V. Призраки в раю

Рассказ немного утомил меня. Я передохнул. Посмотрел на моих слушателей: не задремали ли они, пока я рассказывал о своей жизни в раю. Но когда я увидел раввина, который вцепился пальцами в бороду, богача, который сложил руки на животе, и даяна, который остолбенел, будто его сглазили, — я понял, что могу продолжать.


— От этого странного сна я проснулся среди ночи. Во сне, как вы знаете, я был женихом, мой друг Писунчик моим зятем. А сестра Писунчика, Этл с розовыми крыльями, моей невестой.

Я хотел снова заснуть, чтобы досмотреть этот прекрасный сон, но не мог. Я немного полежал с закрытыми глазами, но спать не хотелось, а сон был уже далеко-далеко, за райской мельницей.

Я встал с кровати. Босой, в ночной рубашке, я подошел к окну и выглянул.

Улица была залита лунным светом. Такой яркий лунный свет даже в раю редкость. Я открыл окно, вдохнул нежный полночный воздух и выдохнул вместе с ним «спокойной ночи» моему другу Писунчику и его красивой сестре с розовыми крыльями.

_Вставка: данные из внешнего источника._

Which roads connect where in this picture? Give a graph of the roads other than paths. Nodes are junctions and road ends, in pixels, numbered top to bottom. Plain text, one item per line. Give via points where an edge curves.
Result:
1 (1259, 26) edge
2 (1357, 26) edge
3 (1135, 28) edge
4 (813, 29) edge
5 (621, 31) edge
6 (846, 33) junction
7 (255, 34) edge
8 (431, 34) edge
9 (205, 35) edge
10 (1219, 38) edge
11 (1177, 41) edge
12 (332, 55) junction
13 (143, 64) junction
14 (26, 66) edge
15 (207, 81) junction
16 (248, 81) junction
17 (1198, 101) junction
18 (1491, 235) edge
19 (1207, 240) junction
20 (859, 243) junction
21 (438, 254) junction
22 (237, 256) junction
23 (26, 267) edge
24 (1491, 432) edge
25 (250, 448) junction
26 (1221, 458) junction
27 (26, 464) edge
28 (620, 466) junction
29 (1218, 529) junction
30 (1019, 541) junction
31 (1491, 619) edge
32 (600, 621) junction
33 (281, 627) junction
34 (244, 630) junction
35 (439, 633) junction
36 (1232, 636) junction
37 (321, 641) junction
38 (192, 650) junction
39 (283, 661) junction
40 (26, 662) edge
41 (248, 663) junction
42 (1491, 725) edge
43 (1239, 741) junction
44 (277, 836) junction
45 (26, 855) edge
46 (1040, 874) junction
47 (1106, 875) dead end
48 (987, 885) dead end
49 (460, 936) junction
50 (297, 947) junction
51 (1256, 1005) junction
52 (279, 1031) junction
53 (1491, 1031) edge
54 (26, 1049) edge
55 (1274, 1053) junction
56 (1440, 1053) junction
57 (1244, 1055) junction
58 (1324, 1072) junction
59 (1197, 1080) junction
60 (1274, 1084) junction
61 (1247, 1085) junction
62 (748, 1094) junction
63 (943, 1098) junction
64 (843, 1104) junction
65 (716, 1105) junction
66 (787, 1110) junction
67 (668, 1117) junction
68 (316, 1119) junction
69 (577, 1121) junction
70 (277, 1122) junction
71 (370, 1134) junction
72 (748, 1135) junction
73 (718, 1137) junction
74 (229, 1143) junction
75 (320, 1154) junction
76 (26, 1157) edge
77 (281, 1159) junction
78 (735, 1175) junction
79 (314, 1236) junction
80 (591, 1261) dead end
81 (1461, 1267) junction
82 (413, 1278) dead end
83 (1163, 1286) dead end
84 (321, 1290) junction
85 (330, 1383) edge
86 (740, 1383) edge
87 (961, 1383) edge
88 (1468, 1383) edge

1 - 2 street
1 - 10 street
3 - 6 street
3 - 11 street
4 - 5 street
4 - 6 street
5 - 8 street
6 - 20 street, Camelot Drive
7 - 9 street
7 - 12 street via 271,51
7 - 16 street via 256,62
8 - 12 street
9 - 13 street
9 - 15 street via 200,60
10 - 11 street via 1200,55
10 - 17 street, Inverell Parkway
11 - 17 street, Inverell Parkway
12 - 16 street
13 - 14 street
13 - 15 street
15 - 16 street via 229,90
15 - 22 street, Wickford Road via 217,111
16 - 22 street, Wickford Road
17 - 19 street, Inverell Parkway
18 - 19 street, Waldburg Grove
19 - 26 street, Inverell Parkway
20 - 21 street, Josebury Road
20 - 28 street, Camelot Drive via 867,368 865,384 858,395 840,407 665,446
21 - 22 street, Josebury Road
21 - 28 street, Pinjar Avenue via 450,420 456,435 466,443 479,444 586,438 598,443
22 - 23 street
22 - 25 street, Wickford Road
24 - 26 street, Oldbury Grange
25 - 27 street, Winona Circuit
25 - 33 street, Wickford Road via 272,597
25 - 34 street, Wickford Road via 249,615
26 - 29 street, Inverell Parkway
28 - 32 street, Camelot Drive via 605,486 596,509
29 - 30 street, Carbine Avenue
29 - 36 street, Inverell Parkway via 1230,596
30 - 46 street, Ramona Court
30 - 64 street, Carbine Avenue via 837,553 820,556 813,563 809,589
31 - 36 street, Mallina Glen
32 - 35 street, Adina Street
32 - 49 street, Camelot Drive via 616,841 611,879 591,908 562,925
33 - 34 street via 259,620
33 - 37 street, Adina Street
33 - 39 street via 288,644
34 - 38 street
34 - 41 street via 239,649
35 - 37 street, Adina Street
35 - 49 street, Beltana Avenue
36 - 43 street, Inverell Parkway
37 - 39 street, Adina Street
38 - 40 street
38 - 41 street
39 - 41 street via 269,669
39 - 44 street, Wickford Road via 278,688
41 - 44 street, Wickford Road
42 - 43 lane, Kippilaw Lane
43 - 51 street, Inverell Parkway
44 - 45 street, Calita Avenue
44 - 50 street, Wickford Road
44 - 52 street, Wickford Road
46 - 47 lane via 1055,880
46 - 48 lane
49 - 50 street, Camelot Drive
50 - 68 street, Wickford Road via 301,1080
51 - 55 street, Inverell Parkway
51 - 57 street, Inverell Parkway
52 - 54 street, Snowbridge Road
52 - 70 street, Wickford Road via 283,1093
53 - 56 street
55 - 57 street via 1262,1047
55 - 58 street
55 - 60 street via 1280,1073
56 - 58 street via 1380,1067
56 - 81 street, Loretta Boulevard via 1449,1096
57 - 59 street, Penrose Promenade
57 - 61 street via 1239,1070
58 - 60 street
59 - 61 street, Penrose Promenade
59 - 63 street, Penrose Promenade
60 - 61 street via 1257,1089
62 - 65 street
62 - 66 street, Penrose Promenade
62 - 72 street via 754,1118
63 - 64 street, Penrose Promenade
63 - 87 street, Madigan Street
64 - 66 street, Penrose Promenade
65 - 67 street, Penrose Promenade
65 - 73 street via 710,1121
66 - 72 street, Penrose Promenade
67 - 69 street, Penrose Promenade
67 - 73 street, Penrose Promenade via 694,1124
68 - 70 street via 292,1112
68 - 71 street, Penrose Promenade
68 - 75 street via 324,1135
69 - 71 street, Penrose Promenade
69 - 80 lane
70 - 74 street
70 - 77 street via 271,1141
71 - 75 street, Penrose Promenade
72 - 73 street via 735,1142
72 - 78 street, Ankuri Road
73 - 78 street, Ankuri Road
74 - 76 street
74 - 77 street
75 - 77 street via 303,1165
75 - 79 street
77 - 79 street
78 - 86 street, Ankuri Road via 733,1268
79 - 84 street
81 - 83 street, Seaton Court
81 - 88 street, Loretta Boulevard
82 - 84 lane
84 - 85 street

Напротив на тротуаре выросли две тени. Они ахнули и удивились:

— Это ты, Сёмка?

— Это ты, Берл?

— Что ты делаешь так поздно ночью на улице, Сёмка?

— А ты что делаешь, Берл?

Я узнал их, это были двое влюбленных ангелов-подмастерьев, которые работали у папы Писунчика, портняжки Шлойме-Залмена.

Я навострил уши. Мне было жаль пропустить хотя бы словечко из их разговора.

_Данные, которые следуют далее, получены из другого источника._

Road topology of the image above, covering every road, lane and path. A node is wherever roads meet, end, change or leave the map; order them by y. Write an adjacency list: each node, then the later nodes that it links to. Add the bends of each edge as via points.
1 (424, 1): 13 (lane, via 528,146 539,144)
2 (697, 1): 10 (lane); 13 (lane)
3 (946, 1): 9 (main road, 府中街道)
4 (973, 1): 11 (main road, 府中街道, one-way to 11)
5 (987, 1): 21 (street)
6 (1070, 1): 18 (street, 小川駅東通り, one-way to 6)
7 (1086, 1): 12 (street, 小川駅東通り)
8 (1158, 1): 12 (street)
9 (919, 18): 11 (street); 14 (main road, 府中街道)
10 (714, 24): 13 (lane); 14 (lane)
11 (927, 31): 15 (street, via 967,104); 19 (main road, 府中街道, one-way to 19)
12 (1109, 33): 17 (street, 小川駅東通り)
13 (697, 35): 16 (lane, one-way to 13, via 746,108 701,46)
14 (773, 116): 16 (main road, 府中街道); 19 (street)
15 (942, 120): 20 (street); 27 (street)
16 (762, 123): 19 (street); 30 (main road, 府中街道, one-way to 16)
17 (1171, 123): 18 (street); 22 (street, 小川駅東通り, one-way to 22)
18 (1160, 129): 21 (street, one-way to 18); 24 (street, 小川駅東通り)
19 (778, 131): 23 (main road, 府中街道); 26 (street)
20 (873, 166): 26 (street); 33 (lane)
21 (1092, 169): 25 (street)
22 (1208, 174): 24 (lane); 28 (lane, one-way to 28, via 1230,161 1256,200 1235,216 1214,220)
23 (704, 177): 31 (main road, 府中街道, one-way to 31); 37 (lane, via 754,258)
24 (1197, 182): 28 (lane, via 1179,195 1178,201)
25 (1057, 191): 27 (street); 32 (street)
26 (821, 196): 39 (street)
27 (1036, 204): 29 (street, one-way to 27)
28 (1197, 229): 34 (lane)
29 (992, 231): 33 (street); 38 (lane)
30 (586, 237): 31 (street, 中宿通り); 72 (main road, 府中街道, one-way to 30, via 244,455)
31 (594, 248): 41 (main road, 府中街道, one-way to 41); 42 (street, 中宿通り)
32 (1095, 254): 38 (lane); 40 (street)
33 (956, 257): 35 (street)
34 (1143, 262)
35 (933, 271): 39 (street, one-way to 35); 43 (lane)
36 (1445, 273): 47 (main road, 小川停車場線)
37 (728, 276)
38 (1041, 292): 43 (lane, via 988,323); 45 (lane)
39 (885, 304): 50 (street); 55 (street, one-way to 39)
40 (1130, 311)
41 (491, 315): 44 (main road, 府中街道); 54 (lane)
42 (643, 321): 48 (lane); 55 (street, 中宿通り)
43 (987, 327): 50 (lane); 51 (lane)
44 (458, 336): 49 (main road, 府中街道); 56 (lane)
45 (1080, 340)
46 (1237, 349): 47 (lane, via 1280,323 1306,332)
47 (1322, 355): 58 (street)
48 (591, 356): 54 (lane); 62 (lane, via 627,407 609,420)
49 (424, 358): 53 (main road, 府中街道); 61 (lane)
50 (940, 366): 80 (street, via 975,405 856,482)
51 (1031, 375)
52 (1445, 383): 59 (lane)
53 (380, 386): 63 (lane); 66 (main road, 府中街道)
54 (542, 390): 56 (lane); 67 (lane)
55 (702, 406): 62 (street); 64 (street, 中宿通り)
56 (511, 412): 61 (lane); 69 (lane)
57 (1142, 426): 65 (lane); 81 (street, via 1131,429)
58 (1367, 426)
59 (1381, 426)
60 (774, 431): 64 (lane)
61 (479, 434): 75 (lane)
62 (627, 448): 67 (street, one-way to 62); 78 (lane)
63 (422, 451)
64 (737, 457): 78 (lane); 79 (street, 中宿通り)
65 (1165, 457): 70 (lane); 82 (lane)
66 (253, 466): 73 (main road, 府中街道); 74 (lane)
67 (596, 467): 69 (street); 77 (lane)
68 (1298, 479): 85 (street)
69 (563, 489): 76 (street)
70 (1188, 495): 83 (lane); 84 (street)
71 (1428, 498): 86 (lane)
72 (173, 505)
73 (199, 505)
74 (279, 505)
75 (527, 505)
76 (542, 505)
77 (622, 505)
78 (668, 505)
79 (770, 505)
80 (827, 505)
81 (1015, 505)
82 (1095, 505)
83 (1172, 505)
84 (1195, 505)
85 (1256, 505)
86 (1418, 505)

— Не могу уснуть, Сёма. Чуть закрою глаза, вижу ее, дочь лавочника.

Сёмка вздохнул:

— Со мной то же самое, Берл… Не вынесу я этого.

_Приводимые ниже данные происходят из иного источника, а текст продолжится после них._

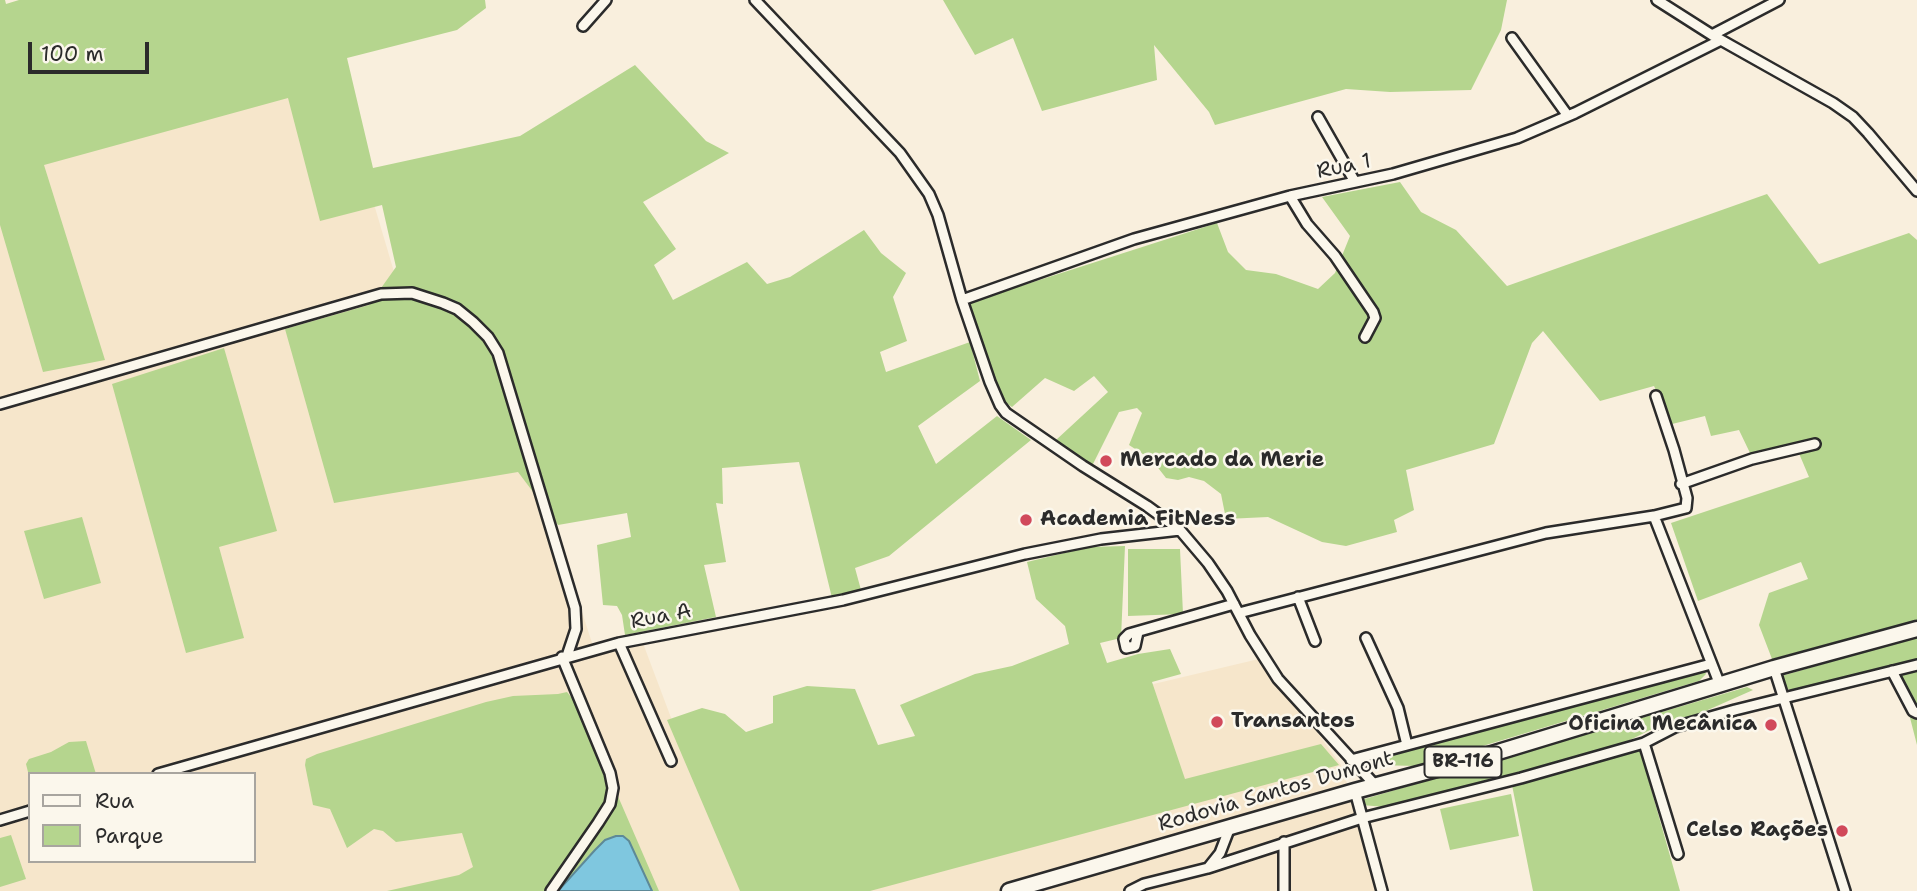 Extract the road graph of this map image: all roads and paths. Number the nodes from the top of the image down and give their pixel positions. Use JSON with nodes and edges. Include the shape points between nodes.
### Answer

Они немного помолчали. Я видел, как иглы поблескивают в их лацканах.

— Я завидую, — печально произнес Сёмка, — завидую ничтожнейшему из земных подмастерьев. Он, если ему не повезет в любви, может хоть яду принять или в речке утопиться.

— У нас нет другого выбора, — ответил ему ангел Берл, — мы должны вечно терпеть нашу злую долю. До чего паскудное это слово «вечно». Кто его выдумал? И зачем?

Я видел, как слова «кто» и «зачем» сорвались с губ ангела Берла и остались висеть среди рая, залитого сладостным лунным сиянием.

Подмастерья ушли, Сёмка — направо, Берл — налево. Двое несчастных ангелов, которые бродят в райской ночи, — посочувствовал я. Очень-очень посочувствовал.

Я подумал, что дочка райского лавочника, причина их смятения, сейчас, наверное, спит. Ее волосы разметались по подушке. Крылья, которыми она укрылась, соскользнули. Может быть, она улыбается во сне и знать не знает, что несчастный, которому она подала надежду, места себе не находит. Молит о смерти и не может умереть.

— У лунной ночи в раю, — подумал я, — тоже есть свои призраки.

Тогда я даже представить не мог, что этой ночью мне доведется увидеть не только двух несчастных ангелов-подмастерьев.

Я услышал плач. Резкий, отчаянный. Я поднял голову и впервые увидел ангела Шимен-Бера. Он был, как обычно, мертвецки пьян. Шимен-Бер тащил за руки двух нерожденных детей. Они вырывались. Кричали и плакали.

— Заткнитесь, ублюдки, — злился ангел Шимен-Бер, — заткнетесь вы когда-нибудь или нет?

Его рыжая борода растрепалась, глаза мутные, до того он был пьян.

— Мы не хотим рождаться, — плакали двое нерожденных детей, — мы не хотим на землю, сжальтесь, реб Шимен-Бер!

Это были девочка и мальчик. Шимен-Бер получил приказ доставить их сегодня ночью на землю. Они должны были родиться двойней.

— Не хотим рождаться, — передразнивал их Шимен-Бер, — да кто вас спрашивает, ублюдки?

Мальчик, которого Шимен-Бер тащил за правую руку, что-то придумал. Он сказал пьяному ангелу:

— Реб Шимен-Бер, отпустите мою руку на секунду. Мне нужно нос вытереть.

Шимен-Бер ничего не заподозрил. Он отпустил руку паренька. Тот бросился бежать.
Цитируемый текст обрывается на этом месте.